La chef de file frontiste, que les sondages donnent au coude-à-coude avec Christian Estrosi dans l’une des régions que l’extrême-droite convoite le plus, remet les pendules à l’heure : « Il y a beaucoup de fantasmes sur mon programme économique. Il est hors de question demain d’avoir une gestion idéologique de la région. Je suis entourée par six chefs d’entreprise ».

Appui prioritaire aux TPE et PME

La petite fille de Jean-Marie Le Pen, qui partage avec son grand-père le goût des formules sans appel, ne se fait pas prier pour dénoncer une Région « qui ne donne que 100 M€ aux entreprises », assurant de faire le tri dans les nombreuses structures, et de réorienter les aides pour les dédier en priorité aux PME et TPE : « nous simplifierons les structures pour faciliter l’accès aux aides et créerons un guichet unique où seront représentés les milieux économiques car il les plus aptes à juger de la viabilité d’une projet économique et de la pertinence à engager des fonds publics. »

La jeune députée de Vaucluse entend également renforcer au niveau local « le patriotisme économique » en favorisant les clauses de responsabilité sociale (nombre d’apprentis par exemple) et environnementale ainsi que les circuits courts dans les appels d’offres des marchés publics.

Méfiance à l’égard d’une Région très autonome

Elle entreprendra un audit sur le fonctionnement et les financements actuels de la formation professionnelle, qu’elle estime « opaque » et fonctionnant sur un « système de rentes ». Elle surprend en confiant sa méfiance à l’égard de l’autonomisation de la Région estimant qu’elle n’a pas à se substituer à l’État et dénonce la tendance actuelle à vouloir concentrer efforts et ressources sur les grands centres urbains, raison pour laquelle « elle aura un vice-président en charge des relations avec les communes pour qu’elles puissent trouver à la Région un interlocuteur qui les traite d’égal à égal ».

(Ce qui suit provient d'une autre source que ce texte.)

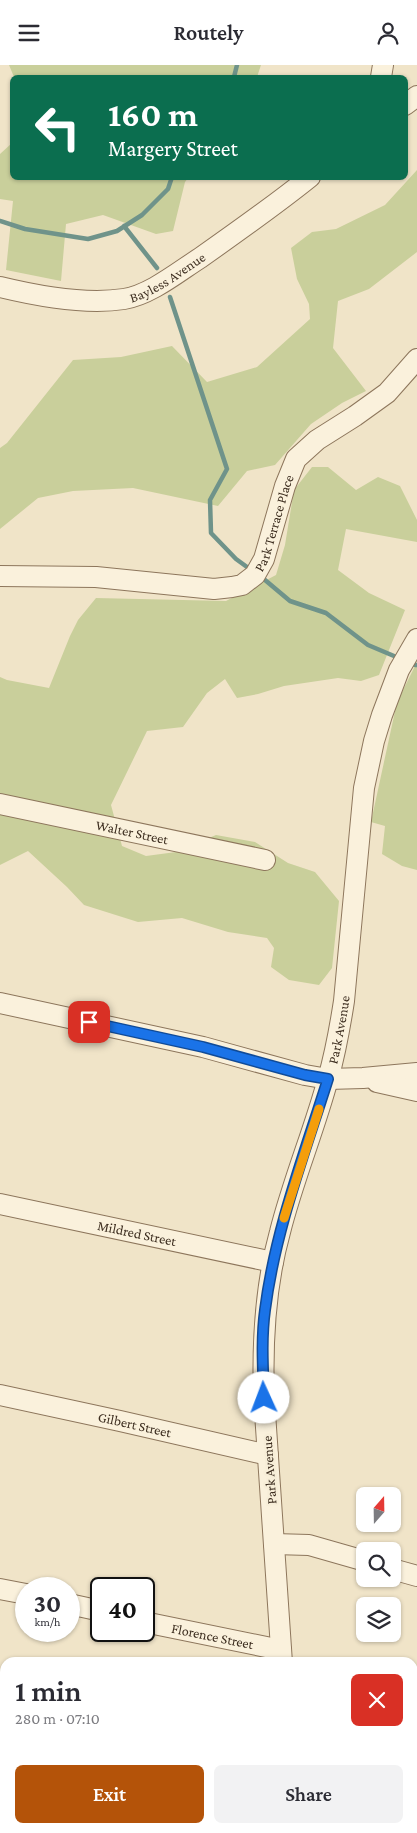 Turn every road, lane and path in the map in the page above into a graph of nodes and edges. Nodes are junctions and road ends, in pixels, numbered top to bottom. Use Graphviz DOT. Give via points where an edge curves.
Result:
graph roads {
  1 [pos="306,180"];
  2 [pos="0,287"];
  3 [pos="417,359"];
  4 [pos="0,576"];
  5 [pos="417,639"];
  6 [pos="0,804"];
  7 [pos="265,860"];
  8 [pos="0,1003"];
  9 [pos="417,1073"];
  10 [pos="362,1078"];
  11 [pos="328,1079"];
  12 [pos="417,1091"];
  13 [pos="0,1205"];
  14 [pos="273,1262"];
  15 [pos="0,1395"];
  16 [pos="268,1455"];
  17 [pos="274,1544"];
  18 [pos="356,1558"];
  19 [pos="401,1572"];
  20 [pos="417,1576"];
  21 [pos="0,1589"];
  22 [pos="15,1592"];
  23 [pos="155,1625"];
  24 [pos="282,1656"];
  1 -- 2 [label="street, Bayless Avenue" via="268,211 139,295 91,302"];
  3 -- 4 [label="street, Park Terrace Place" via="387,393 316,440 296,459 264,559 255,575 242,585 214,589 96,577"];
  5 -- 11 [label="street, Park Avenue" via="399,670 374,741 364,788 344,1001"];
  6 -- 7 [label="street, Walter Street"];
  8 -- 11 [label="street" via="203,1047"];
  9 -- 10 [label="street"];
  10 -- 11 [label="street"];
  10 -- 12 [label="street"];
  11 -- 14 [label="street, Park Avenue"];
  13 -- 14 [label="street, Mildred Street"];
  14 -- 16 [label="street, Park Avenue" via="262,1354"];
  15 -- 16 [label="street, Gilbert Street"];
  16 -- 17 [label="street, Park Avenue"];
  17 -- 18 [label="street" via="308,1545"];
  17 -- 24 [label="street, Park Avenue"];
  19 -- 20 [label="street"];
  21 -- 22 [label="street"];
  23 -- 24 [label="street, Florence Street"];
} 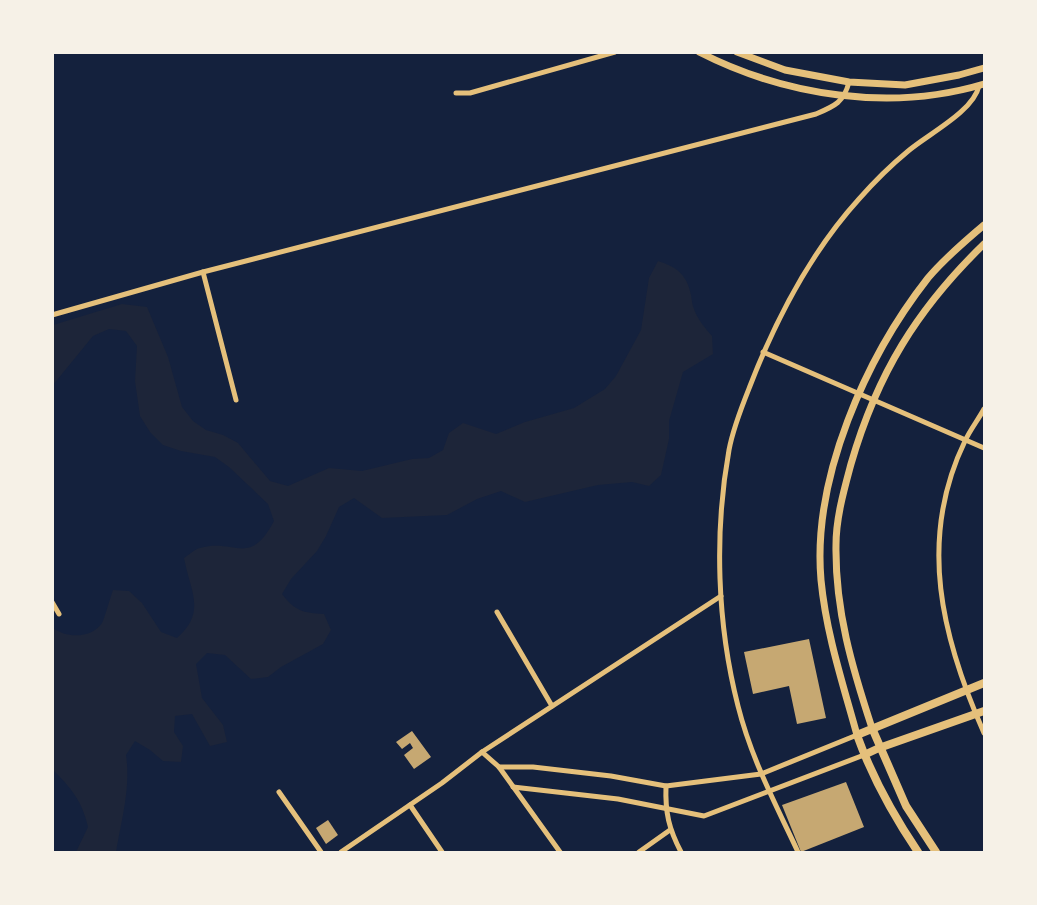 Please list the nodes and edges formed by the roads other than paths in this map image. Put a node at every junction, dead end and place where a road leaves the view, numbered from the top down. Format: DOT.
graph roads {
  1 [pos="615,52"];
  2 [pos="699,52"];
  3 [pos="737,52"];
  4 [pos="984,68"];
  5 [pos="849,82"];
  6 [pos="982,85"];
  7 [pos="456,93"];
  8 [pos="845,96"];
  9 [pos="984,225"];
  10 [pos="984,244"];
  11 [pos="203,272"];
  12 [pos="52,315"];
  13 [pos="763,352"];
  14 [pos="858,393"];
  15 [pos="236,400"];
  16 [pos="874,400"];
  17 [pos="984,410"];
  18 [pos="965,440"];
  19 [pos="984,448"];
  20 [pos="721,596"];
  21 [pos="52,602"];
  22 [pos="497,612"];
  23 [pos="59,615"];
  24 [pos="846,645"];
  25 [pos="832,648"];
  26 [pos="984,683"];
  27 [pos="965,691"];
  28 [pos="552,706"];
  29 [pos="980,713"];
  30 [pos="872,728"];
  31 [pos="984,733"];
  32 [pos="857,735"];
  33 [pos="879,747"];
  34 [pos="482,752"];
  35 [pos="864,754"];
  36 [pos="499,767"];
  37 [pos="761,774"];
  38 [pos="666,786"];
  39 [pos="513,787"];
  40 [pos="769,791"];
  41 [pos="279,792"];
  42 [pos="410,805"];
  43 [pos="906,806"];
  44 [pos="665,808"];
  45 [pos="892,814"];
  46 [pos="670,830"];
  47 [pos="321,852"];
  48 [pos="341,852"];
  49 [pos="442,852"];
  50 [pos="560,852"];
  51 [pos="639,852"];
  52 [pos="681,852"];
  53 [pos="798,852"];
  54 [pos="918,852"];
  55 [pos="936,852"];
  1 -- 7 [label="street"];
  2 -- 8 [label="street"];
  3 -- 5 [label="street"];
  4 -- 5 [label="street"];
  5 -- 8 [label="street"];
  6 -- 8 [label="street"];
  6 -- 13 [label="street"];
  8 -- 11 [label="street"];
  9 -- 14 [label="street"];
  10 -- 16 [label="street"];
  11 -- 12 [label="street"];
  11 -- 15 [label="street"];
  13 -- 14 [label="street"];
  13 -- 20 [label="street"];
  14 -- 16 [label="street"];
  14 -- 25 [label="street"];
  16 -- 18 [label="street"];
  16 -- 24 [label="street"];
  17 -- 18 [label="street"];
  18 -- 19 [label="street"];
  18 -- 27 [label="street"];
  20 -- 28 [label="street"];
  20 -- 37 [label="street"];
  21 -- 23 [label="street"];
  22 -- 28 [label="street"];
  24 -- 25 [label="street"];
  24 -- 30 [label="street"];
  25 -- 32 [label="street"];
  26 -- 27 [label="main road"];
  27 -- 29 [label="street"];
  27 -- 30 [label="main road"];
  28 -- 34 [label="street"];
  29 -- 31 [label="street"];
  29 -- 33 [label="main road"];
  30 -- 32 [label="main road"];
  30 -- 33 [label="main road"];
  32 -- 35 [label="main road"];
  32 -- 37 [label="street"];
  33 -- 35 [label="main road"];
  33 -- 43 [label="main road"];
  34 -- 36 [label="street"];
  34 -- 42 [label="street"];
  35 -- 40 [label="street"];
  35 -- 45 [label="main road"];
  36 -- 38 [label="street"];
  36 -- 39 [label="street"];
  37 -- 38 [label="street"];
  37 -- 40 [label="street"];
  38 -- 44 [label="street"];
  39 -- 44 [label="street"];
  39 -- 50 [label="street"];
  40 -- 44 [label="street"];
  40 -- 53 [label="street"];
  41 -- 47 [label="street"];
  42 -- 48 [label="street"];
  42 -- 49 [label="street"];
  43 -- 45 [label="main road"];
  43 -- 55 [label="main road"];
  44 -- 46 [label="street"];
  45 -- 54 [label="main road"];
  46 -- 51 [label="street"];
  46 -- 52 [label="street"];
}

De la même façon, elle s’inscrit contre le gigantisme voulu des régions, d’inspiration allemande, estimant que les liens entre taille et compétitivité ont été largement contestés.

Pas de Ligne Nouvelle

Quant au désenclavement du territoire, présidente, elle miserait sur le développement de la fibre optique, renoncerait à la Ligne Nouvelle Provence Cote d’Azur qui « nécessite un budget colossal pour gagner 20 minutes ». D’autres projets « moins paillettes », comme le tunnel de Montgenèvre, la rocade de Gap, une 2x2 voies en lieu et place de l’A51 et la rénovation des TER lui « paraissent plus pertinents ». 

« Finalement, on s’aperçoit qu’il y a des convergences entre les trois candidats et c’est l’économie qui veut cela », résume l'expert Roland Cayrol, directeur de recherche associé au Cevifop (Science Po) invité par les CCI de Paca à passer au crible les programmes des trois candidats en regard du Livre blanc.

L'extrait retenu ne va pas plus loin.